When I consider the gymnastics I put myself through for this device (particularly considering that I’m anything but phone-obsessed), it seems laughable. I rationalize it because as a mom with young children and a business owner I rely on my phone, and these are the hard-and-fast rules it presents me. There’s no bargaining for just a few more minutes so I can finish a text message to let my husband know my phone is dying and we’ll be staying at the park for a while longer, or to call back a client who wants to know more about bringing yoga to her workplace.

I really never thought much about this recharging craziness until my friend and colleague Lisa Sandquist mentioned the idea in the context of restorative yoga, noting the irony of how vigilant we are about phone and device recharging, when it never even occurs to most of us (even the yoga teachers among us – ahem!) to apply the same concept to our own energy levels.  I’ve unfortunately become an expert at taking myself beyond the red bar, deaf to my own terrible version of the beep that comes when I’m overtired and grouchy.

Since Lisa planted the seed, I’ve been pretending that I’m a device that must be adequately charged in order to function. On nights when I’m super tired, even if I have work to do I pretend that my battery doesn’t have an override setting.
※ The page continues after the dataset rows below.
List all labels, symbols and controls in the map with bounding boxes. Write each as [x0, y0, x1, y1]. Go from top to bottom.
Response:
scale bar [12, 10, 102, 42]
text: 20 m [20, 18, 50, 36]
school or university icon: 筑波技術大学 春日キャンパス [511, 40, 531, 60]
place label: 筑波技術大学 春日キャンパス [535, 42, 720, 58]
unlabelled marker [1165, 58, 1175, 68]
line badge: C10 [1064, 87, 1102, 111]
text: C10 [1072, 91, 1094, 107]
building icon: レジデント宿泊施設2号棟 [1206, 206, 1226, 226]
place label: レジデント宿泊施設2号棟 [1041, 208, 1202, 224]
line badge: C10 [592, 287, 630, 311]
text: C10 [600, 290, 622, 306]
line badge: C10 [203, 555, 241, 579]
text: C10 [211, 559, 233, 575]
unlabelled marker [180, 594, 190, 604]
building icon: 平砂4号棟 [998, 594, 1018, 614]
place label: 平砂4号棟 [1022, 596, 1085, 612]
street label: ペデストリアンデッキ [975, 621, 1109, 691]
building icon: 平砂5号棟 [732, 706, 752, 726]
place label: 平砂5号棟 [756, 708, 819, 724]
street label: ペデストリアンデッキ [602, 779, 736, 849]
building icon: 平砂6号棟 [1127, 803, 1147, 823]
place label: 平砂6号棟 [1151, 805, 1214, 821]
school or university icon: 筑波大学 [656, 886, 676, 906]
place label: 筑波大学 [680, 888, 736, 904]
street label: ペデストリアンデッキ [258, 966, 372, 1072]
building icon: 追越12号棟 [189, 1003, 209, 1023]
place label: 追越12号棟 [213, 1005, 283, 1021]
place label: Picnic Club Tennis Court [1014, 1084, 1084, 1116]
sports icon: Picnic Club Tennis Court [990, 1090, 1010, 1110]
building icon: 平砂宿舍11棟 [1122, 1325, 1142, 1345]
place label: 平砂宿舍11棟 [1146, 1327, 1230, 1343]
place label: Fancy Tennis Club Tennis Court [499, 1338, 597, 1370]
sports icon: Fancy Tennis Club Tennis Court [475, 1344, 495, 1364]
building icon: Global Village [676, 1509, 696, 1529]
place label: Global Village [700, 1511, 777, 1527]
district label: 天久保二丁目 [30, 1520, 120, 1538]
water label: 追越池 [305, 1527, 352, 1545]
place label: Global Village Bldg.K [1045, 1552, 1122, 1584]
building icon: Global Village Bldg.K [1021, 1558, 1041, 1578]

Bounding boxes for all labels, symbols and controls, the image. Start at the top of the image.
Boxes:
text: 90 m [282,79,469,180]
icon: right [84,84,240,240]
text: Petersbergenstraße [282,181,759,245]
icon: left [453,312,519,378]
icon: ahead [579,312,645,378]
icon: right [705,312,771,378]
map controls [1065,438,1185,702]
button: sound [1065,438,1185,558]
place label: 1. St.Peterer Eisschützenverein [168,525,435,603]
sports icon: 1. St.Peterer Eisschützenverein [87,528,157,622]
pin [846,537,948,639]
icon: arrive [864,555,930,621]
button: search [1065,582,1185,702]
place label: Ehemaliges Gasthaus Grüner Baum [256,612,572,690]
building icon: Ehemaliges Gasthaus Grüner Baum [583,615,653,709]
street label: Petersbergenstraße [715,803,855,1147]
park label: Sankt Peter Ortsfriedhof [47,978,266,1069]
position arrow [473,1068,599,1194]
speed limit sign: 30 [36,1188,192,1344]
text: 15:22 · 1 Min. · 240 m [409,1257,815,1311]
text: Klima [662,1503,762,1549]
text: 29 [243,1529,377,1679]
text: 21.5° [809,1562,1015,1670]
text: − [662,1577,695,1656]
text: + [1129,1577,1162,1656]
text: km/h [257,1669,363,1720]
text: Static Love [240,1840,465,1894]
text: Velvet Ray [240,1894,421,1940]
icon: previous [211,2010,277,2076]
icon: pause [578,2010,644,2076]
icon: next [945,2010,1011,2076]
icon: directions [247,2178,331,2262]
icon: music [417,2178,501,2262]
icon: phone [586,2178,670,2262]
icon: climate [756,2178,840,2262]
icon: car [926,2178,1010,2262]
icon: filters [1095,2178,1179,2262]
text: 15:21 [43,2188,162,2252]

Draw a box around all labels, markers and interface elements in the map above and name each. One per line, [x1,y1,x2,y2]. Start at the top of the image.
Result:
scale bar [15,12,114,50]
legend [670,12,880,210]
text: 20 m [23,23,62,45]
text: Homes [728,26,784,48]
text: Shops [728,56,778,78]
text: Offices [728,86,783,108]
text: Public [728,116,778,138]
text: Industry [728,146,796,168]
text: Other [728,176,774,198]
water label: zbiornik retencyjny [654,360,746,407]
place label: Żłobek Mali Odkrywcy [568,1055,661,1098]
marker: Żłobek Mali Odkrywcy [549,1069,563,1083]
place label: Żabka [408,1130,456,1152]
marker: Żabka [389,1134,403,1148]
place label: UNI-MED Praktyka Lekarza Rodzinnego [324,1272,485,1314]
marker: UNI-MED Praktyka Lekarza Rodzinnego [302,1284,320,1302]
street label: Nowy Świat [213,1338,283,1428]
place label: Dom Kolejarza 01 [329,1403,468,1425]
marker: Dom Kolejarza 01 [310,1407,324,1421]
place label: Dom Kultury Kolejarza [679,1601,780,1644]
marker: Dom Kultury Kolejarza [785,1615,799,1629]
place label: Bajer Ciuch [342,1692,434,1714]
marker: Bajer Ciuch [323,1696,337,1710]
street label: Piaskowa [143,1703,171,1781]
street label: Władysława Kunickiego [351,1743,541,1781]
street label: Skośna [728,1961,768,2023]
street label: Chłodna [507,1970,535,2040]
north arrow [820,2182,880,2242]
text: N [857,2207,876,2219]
I pretend that there’s no dark chocolate waiting for me in the pantry to give me that boost to work till 2AM. Instead I lie down on the floor and throw my legs up the wall for 10 minutes.  I breathe deeply and acknowledge my tiredness rather than trying to push through or beyond it.

When I emerge from that 10-minute plug-in, I feel different. Not fully recharged (that only comes with a few nights of consistent good sleep), but nowhere near the yellow or red. I’m solidly in the green, and I approach everything that comes after that in my day differently. Some of the softness of my restorative yoga break comes with me as I decide how to spend my time, how to move, how to speak.

This calls for svadyaya, self-study!

If I can modify my phone plug-in behavior based on hourly checks of a quarter-inch green bar, I can certainly learn to look inward once or twice a day to determine whether my body/mind may be in need of a recharge for a few minutes.

Humans don’t come equipped with bright, shiny, LED screens or that terrifying low battery sound. But with the conscious practice of yoga and self-awareness, we can learn to see the signals almost as clearly as if they were green, yellow, or red bars.